# Work instruction
For each line below that contains the word "down", return that line.

Dataset entries:
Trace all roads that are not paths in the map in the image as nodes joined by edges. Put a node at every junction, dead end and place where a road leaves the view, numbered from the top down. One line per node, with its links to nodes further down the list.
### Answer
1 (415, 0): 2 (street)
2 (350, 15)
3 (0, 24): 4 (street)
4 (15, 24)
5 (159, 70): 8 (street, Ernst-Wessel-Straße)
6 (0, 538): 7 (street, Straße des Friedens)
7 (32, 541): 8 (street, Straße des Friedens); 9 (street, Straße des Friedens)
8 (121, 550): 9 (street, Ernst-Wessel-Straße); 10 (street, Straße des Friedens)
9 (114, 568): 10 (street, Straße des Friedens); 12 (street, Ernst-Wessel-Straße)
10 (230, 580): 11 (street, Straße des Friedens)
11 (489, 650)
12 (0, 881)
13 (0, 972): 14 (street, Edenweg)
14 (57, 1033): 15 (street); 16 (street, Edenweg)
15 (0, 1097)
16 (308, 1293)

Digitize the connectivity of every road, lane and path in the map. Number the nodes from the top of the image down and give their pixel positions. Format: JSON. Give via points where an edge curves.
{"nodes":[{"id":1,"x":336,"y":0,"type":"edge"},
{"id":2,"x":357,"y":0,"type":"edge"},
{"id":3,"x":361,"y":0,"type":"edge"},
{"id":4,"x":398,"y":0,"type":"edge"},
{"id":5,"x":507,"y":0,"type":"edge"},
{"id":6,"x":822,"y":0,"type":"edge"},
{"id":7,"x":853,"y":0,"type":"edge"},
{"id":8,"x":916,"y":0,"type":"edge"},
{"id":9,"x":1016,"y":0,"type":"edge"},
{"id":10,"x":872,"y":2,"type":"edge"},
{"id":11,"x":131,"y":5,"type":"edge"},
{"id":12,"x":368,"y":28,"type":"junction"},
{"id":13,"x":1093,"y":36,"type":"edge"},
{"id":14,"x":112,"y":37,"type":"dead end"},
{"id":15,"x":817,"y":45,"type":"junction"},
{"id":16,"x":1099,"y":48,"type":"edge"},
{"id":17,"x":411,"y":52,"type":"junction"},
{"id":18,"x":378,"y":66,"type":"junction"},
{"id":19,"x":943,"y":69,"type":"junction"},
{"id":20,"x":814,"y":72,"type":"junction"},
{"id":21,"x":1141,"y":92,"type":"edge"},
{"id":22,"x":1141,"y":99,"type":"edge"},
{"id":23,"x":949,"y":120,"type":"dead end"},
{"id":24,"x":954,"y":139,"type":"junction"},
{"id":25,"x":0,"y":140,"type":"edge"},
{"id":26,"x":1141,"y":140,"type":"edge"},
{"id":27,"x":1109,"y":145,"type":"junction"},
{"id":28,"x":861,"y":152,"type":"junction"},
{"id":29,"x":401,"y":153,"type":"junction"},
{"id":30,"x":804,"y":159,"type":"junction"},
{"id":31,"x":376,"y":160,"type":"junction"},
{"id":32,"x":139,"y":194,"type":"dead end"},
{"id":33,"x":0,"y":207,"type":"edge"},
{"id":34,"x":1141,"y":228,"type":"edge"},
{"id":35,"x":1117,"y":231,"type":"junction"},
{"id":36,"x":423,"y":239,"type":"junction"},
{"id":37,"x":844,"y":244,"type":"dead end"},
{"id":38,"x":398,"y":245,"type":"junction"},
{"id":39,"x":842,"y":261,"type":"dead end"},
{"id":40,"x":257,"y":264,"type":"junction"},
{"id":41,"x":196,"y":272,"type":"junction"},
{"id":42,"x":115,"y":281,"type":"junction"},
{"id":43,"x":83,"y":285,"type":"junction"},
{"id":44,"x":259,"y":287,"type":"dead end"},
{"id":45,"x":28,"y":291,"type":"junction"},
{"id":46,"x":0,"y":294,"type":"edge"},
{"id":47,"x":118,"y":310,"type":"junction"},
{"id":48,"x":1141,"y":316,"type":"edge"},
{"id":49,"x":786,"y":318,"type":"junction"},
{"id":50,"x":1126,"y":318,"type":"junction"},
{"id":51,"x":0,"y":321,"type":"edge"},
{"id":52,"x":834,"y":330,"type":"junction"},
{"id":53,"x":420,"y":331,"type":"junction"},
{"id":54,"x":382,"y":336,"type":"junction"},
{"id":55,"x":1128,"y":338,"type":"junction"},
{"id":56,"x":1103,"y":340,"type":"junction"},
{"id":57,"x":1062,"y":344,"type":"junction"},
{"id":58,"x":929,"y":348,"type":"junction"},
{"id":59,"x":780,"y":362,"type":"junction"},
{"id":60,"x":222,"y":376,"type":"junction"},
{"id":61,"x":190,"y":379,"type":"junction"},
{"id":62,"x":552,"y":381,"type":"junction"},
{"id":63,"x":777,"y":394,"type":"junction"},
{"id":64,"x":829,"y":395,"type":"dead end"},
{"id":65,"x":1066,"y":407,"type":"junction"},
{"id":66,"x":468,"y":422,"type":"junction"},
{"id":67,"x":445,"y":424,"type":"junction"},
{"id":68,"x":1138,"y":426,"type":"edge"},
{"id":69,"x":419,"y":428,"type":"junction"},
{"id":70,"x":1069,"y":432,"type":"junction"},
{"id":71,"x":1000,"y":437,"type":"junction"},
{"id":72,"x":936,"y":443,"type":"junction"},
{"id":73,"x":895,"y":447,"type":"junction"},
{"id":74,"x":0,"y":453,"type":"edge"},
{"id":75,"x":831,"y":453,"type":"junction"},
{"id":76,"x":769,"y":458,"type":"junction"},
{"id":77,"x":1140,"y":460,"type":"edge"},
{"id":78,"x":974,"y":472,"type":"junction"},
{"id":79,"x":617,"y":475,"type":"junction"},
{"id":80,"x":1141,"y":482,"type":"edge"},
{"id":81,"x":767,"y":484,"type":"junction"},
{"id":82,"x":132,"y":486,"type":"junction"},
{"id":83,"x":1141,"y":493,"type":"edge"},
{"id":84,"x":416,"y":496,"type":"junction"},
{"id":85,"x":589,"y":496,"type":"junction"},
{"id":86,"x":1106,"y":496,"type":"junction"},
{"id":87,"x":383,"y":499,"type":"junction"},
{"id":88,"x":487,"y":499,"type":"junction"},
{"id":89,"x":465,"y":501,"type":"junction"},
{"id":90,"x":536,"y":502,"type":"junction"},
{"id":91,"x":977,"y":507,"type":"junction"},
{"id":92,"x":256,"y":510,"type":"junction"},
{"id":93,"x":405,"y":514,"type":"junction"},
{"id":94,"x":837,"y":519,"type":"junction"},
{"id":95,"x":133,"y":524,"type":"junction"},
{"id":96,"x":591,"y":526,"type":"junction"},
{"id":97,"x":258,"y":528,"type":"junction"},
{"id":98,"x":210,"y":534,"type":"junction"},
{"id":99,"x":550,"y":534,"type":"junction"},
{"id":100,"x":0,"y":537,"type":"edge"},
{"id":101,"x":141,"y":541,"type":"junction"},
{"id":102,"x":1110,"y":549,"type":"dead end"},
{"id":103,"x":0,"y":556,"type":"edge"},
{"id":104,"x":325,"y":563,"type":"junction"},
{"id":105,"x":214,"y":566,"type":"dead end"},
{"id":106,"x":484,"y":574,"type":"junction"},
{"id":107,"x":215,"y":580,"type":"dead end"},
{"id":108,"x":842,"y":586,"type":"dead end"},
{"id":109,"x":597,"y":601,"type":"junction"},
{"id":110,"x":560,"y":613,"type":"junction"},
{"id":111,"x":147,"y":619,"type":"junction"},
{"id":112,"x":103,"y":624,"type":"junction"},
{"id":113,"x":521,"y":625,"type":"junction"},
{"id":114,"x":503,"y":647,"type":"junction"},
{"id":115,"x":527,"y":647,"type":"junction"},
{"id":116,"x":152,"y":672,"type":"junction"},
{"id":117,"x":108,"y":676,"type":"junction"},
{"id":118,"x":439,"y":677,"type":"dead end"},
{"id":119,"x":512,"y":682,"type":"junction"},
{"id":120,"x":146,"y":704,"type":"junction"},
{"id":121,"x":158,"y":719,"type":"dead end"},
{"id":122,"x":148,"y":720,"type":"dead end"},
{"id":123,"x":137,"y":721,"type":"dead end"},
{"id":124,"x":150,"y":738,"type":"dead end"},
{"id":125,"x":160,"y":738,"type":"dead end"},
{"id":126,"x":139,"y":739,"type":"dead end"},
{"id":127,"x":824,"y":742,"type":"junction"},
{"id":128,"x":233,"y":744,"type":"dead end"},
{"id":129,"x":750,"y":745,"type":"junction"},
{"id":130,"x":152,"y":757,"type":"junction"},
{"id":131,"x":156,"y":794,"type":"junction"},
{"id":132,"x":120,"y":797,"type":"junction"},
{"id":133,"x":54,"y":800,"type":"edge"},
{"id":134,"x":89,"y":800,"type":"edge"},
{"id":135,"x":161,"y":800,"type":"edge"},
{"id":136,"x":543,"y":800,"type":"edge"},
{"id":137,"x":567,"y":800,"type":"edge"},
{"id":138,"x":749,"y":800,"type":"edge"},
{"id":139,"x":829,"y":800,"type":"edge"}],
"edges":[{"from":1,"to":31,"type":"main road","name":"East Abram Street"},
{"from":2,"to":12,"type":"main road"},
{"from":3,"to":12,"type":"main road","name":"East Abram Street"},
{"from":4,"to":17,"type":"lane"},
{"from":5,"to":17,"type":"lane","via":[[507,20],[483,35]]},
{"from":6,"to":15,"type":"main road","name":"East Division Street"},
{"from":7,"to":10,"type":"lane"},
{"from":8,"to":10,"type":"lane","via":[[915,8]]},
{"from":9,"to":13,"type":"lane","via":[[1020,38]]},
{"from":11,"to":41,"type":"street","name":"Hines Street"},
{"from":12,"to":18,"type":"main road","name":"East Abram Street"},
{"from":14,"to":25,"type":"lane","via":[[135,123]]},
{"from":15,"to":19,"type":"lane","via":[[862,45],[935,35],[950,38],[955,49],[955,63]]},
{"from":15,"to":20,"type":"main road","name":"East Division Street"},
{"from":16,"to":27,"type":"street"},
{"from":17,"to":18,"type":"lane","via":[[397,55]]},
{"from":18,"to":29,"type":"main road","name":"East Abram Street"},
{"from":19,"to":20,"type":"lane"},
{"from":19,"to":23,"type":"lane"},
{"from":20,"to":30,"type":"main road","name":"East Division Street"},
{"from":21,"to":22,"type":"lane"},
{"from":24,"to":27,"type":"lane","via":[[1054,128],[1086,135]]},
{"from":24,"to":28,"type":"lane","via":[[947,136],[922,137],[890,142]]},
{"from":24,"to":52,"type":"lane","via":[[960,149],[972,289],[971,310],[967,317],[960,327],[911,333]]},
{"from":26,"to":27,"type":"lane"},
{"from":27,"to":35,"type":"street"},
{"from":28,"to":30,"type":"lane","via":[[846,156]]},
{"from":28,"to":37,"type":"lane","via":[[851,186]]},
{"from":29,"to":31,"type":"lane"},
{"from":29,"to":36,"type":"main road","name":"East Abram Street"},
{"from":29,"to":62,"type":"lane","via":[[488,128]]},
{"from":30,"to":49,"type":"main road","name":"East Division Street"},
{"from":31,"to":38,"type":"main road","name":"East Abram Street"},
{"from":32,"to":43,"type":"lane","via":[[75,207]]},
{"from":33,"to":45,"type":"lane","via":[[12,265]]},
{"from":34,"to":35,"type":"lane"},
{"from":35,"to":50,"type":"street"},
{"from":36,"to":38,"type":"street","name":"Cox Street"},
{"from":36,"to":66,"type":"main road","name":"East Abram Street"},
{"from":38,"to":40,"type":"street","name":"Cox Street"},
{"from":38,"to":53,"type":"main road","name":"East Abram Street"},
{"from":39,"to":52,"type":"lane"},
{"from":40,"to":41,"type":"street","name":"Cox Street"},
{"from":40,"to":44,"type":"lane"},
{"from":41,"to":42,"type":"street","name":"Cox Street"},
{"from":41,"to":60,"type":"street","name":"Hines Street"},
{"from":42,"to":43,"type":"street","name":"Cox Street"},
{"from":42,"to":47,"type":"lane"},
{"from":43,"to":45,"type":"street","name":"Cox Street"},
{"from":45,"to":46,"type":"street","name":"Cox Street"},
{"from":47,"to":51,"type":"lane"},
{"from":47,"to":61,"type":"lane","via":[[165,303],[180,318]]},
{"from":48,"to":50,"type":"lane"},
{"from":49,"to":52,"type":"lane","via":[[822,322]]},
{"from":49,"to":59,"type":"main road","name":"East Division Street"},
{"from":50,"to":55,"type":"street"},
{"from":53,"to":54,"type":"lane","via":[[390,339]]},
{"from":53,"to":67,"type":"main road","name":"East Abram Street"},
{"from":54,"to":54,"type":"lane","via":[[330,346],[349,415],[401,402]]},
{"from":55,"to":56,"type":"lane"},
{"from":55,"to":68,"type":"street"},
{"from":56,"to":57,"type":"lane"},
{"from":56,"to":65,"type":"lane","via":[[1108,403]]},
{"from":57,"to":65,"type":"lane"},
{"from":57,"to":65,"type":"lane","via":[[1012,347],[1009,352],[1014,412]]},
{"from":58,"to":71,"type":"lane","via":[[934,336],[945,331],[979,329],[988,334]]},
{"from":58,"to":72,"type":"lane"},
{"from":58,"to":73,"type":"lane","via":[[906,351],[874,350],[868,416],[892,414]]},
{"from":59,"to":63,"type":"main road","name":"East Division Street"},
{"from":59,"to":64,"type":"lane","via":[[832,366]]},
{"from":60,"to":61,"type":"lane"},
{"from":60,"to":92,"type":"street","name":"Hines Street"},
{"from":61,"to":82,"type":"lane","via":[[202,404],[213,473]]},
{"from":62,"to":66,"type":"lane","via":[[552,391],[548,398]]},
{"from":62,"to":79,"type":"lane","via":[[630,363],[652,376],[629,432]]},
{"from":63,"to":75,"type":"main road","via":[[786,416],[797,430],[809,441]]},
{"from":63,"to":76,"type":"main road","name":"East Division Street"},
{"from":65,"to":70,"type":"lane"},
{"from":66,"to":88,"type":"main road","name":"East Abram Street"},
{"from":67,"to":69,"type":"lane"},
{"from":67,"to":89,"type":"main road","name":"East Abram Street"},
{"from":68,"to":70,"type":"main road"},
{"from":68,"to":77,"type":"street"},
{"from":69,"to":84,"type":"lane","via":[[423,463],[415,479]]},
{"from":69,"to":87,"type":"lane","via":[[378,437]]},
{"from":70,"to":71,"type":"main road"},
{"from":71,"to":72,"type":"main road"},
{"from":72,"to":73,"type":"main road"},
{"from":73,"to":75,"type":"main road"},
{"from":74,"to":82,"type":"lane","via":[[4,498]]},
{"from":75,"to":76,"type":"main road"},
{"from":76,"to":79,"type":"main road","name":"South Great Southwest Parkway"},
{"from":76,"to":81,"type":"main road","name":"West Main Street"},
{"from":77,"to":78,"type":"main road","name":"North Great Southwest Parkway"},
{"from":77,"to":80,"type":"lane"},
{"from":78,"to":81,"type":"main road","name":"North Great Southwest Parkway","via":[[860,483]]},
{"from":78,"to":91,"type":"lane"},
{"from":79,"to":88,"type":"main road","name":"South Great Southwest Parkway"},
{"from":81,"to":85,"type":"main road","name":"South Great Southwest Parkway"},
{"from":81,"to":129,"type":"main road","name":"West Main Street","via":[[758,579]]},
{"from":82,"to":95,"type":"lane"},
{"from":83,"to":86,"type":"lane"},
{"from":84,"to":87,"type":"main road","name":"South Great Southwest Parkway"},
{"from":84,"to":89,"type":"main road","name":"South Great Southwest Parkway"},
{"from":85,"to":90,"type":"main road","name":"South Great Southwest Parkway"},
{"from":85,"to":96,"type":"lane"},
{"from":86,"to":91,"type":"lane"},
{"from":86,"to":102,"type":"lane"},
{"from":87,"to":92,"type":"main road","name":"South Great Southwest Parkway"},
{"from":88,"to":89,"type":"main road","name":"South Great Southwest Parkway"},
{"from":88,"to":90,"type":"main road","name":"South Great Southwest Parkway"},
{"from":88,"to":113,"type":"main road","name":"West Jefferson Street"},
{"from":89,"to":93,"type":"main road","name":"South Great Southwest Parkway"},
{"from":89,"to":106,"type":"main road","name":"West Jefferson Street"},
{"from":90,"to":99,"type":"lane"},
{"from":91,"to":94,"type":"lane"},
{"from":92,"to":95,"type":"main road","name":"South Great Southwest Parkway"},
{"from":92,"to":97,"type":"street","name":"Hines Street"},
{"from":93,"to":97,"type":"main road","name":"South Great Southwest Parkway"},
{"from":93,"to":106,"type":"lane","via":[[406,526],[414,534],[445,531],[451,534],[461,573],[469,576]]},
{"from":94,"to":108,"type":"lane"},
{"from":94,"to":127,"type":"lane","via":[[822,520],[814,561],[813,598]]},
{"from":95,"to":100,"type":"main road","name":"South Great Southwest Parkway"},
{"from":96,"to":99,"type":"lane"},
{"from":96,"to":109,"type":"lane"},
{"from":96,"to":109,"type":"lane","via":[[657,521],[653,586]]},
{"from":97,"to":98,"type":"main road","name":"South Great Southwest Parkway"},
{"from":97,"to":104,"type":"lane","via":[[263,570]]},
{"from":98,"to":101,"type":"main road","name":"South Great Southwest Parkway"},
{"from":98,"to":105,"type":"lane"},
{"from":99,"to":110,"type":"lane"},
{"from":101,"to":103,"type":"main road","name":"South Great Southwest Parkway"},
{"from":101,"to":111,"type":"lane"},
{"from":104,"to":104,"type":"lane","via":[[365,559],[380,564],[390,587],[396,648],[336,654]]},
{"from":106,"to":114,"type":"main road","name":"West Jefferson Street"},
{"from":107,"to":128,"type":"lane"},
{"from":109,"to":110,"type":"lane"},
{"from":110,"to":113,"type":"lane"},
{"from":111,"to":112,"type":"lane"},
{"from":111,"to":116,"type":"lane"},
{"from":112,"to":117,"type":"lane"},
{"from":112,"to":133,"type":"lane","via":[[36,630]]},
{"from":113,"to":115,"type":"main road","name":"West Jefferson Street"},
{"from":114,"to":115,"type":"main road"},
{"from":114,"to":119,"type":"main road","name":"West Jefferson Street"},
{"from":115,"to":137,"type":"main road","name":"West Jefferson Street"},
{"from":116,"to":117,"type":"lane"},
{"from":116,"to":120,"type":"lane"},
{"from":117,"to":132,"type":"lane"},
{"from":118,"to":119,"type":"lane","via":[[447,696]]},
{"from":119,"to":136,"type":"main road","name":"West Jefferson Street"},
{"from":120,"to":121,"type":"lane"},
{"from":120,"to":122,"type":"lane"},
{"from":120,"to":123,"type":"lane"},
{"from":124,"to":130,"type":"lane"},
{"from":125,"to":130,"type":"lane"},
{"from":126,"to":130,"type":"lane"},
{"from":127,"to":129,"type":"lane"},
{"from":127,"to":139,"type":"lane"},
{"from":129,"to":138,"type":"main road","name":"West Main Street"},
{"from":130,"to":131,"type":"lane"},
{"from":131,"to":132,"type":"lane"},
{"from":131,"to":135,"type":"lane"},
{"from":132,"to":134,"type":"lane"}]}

* * *

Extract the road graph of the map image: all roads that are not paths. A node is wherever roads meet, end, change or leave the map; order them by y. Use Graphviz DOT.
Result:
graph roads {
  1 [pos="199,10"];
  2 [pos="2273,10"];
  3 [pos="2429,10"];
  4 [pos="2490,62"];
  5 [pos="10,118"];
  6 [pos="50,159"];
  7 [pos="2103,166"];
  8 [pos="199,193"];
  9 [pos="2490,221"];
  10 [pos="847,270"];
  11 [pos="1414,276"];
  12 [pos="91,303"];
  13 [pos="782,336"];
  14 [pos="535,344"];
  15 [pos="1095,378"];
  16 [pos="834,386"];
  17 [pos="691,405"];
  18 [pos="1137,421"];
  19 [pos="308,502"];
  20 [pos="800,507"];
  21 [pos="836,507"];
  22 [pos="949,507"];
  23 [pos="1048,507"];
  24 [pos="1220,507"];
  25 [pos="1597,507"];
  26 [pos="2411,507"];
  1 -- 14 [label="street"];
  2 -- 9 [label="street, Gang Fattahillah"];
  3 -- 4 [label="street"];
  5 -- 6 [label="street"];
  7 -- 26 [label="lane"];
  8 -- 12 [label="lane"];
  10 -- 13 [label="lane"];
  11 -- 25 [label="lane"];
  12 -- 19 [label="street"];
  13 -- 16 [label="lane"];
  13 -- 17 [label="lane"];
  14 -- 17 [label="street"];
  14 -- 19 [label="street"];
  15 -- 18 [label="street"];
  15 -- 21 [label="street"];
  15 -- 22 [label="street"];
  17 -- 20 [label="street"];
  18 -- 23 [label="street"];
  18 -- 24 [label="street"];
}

# Reply to the task
Trace all roads that are not paths in the map in the image as nodes joined by edges. Put a node at every junction, dead end and place where a road leaves the view, numbered from the top down. One line per node, with its links to nodes further down the list.
Digitize the connectivity of every road, lane and path in the map. Number the nodes from the top of the image down and give their pixel positions. Format: JSON. Give via points where an edge curves.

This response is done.